• EXERCISE PROMPT: Select, from the data, each line where "joint" occurs.

━━━━

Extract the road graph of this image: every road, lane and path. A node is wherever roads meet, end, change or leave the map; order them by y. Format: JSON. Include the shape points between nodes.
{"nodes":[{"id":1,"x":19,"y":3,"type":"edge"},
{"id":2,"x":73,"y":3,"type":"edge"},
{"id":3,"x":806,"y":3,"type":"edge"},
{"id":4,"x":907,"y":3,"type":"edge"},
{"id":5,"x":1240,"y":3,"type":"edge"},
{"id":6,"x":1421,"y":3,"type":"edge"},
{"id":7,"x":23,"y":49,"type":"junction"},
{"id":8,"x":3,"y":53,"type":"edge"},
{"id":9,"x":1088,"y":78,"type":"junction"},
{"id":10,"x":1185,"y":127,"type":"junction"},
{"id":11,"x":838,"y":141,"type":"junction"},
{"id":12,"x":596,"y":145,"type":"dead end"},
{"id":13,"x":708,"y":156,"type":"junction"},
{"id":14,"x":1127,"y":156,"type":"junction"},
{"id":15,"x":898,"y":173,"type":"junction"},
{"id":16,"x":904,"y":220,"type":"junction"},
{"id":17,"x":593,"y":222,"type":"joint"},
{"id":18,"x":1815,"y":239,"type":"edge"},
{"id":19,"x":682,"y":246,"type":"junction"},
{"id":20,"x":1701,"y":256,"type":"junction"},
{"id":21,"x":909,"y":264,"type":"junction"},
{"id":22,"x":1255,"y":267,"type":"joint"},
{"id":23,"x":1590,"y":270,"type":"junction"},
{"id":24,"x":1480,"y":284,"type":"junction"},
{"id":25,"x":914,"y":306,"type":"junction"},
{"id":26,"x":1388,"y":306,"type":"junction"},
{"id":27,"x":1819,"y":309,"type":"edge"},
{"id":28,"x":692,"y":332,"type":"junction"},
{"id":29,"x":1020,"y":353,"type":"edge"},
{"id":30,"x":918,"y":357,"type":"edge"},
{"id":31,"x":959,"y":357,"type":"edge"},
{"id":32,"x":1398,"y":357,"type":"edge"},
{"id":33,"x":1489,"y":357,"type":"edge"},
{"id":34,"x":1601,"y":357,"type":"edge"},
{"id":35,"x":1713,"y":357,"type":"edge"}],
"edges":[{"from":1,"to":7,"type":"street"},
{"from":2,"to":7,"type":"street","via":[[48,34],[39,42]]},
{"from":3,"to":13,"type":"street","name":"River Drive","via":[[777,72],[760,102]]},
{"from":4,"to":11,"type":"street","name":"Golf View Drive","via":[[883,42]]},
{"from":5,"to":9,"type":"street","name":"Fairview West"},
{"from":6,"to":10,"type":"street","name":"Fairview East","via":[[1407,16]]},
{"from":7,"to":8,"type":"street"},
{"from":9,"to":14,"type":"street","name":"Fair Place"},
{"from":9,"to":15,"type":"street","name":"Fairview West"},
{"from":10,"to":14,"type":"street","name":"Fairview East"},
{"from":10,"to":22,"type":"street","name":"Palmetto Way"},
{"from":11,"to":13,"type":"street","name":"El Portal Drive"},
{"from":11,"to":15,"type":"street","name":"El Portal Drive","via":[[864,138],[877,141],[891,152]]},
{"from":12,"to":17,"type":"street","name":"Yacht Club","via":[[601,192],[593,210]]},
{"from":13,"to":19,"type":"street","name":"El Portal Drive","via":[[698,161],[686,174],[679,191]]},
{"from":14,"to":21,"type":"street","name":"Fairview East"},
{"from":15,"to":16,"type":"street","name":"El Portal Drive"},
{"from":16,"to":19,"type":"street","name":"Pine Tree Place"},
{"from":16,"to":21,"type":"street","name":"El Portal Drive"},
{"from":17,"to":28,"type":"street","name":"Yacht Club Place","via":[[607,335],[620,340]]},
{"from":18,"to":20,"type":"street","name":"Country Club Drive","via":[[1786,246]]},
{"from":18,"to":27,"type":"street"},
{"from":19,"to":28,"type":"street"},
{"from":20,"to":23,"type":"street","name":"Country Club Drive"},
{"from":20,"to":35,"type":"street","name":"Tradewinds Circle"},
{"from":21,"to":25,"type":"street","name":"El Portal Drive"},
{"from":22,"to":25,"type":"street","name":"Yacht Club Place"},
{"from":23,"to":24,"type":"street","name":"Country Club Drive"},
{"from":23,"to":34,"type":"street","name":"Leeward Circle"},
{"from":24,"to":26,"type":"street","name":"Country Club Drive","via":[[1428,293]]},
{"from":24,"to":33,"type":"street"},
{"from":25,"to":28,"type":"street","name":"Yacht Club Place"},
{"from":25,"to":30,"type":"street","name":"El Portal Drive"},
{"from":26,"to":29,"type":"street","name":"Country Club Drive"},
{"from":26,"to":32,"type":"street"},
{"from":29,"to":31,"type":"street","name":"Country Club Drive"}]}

━━━━

• ANSWER TO THIS TASK:
{"id":17,"x":593,"y":222,"type":"joint"},
{"id":22,"x":1255,"y":267,"type":"joint"},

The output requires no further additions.